Das (teilweise) vorläufig eingestellte Strafverfahren – und die Einziehung

Mit einer vom Landgericht vorgenommenen vorläufigen Einstellung des Verfahrens in der Hauptverhandlung gemäß § 154 Abs. 2 StPO sind hinsichtlich dieser Tat auch nicht mehr die Voraussetzungen einer Einziehung gegeben.

Das (teilweise) vorläufig eingestellte Strafverfahren – und die Einziehung

Aufgrund dieser Einstellung ist diese Tat nicht mehr Gegenstand des Strafverfahrens.
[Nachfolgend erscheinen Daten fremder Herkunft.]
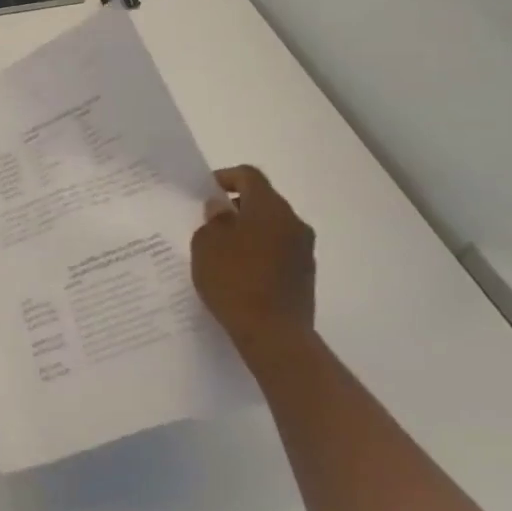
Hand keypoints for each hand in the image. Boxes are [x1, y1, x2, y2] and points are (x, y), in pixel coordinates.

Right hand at [190, 166, 317, 368]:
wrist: (274, 334)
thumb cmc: (234, 281)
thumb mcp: (207, 245)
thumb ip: (213, 220)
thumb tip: (222, 208)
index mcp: (270, 208)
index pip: (249, 176)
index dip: (225, 177)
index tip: (206, 192)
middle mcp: (293, 222)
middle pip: (264, 200)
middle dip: (237, 206)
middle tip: (211, 222)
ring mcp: (303, 249)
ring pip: (273, 227)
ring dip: (250, 230)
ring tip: (223, 250)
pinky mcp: (305, 274)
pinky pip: (279, 250)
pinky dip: (260, 251)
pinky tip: (240, 272)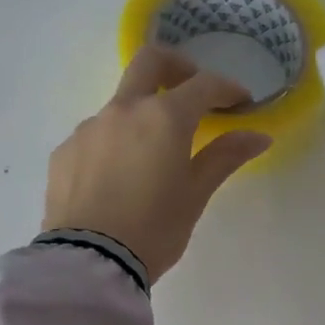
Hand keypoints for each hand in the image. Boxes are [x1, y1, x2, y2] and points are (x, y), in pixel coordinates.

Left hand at [44, 46, 271, 281]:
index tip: (241, 103)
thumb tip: (259, 136)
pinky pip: (96, 134)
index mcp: (163, 117)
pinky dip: (115, 142)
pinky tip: (118, 178)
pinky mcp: (65, 151)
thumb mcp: (195, 195)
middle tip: (193, 91)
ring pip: (121, 103)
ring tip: (152, 155)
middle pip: (151, 61)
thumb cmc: (154, 229)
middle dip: (178, 66)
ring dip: (142, 114)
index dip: (227, 89)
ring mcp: (88, 127)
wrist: (89, 263)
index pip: (203, 85)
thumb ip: (225, 157)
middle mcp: (123, 110)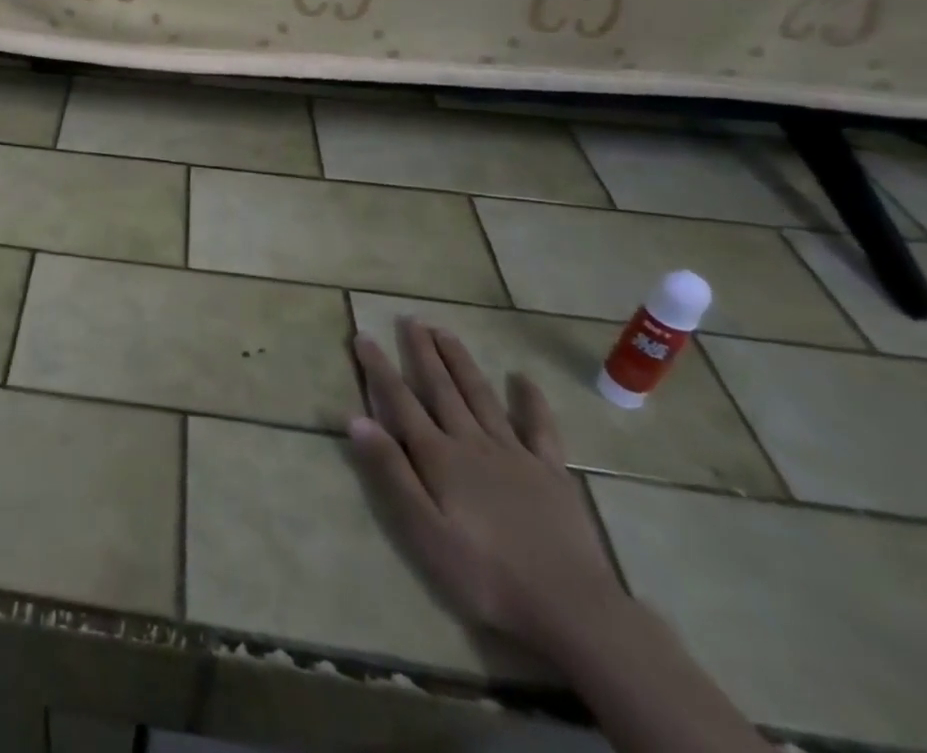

Der ihr zugeordnete Tatertrag kann damit nur noch nach § 76a Abs. 3 StGB im selbständigen Einziehungsverfahren eingezogen werden, das einen entsprechenden Antrag der Staatsanwaltschaft nach § 435 Abs. 1 Satz 1 StPO voraussetzt. 

Fehlt es an einem solchen Antrag, steht einer dennoch ausgesprochenen Einziehung das Verfahrenshindernis der fehlenden Anhängigkeit entgegen1

Bundesgerichtshof, Beschluss vom 11. Dezember 2024 – 1 StR 113/24

  1. vgl. BGH, Beschluss vom 23.05.2023 – GSSt 1/23 Rn. 59 mwN[]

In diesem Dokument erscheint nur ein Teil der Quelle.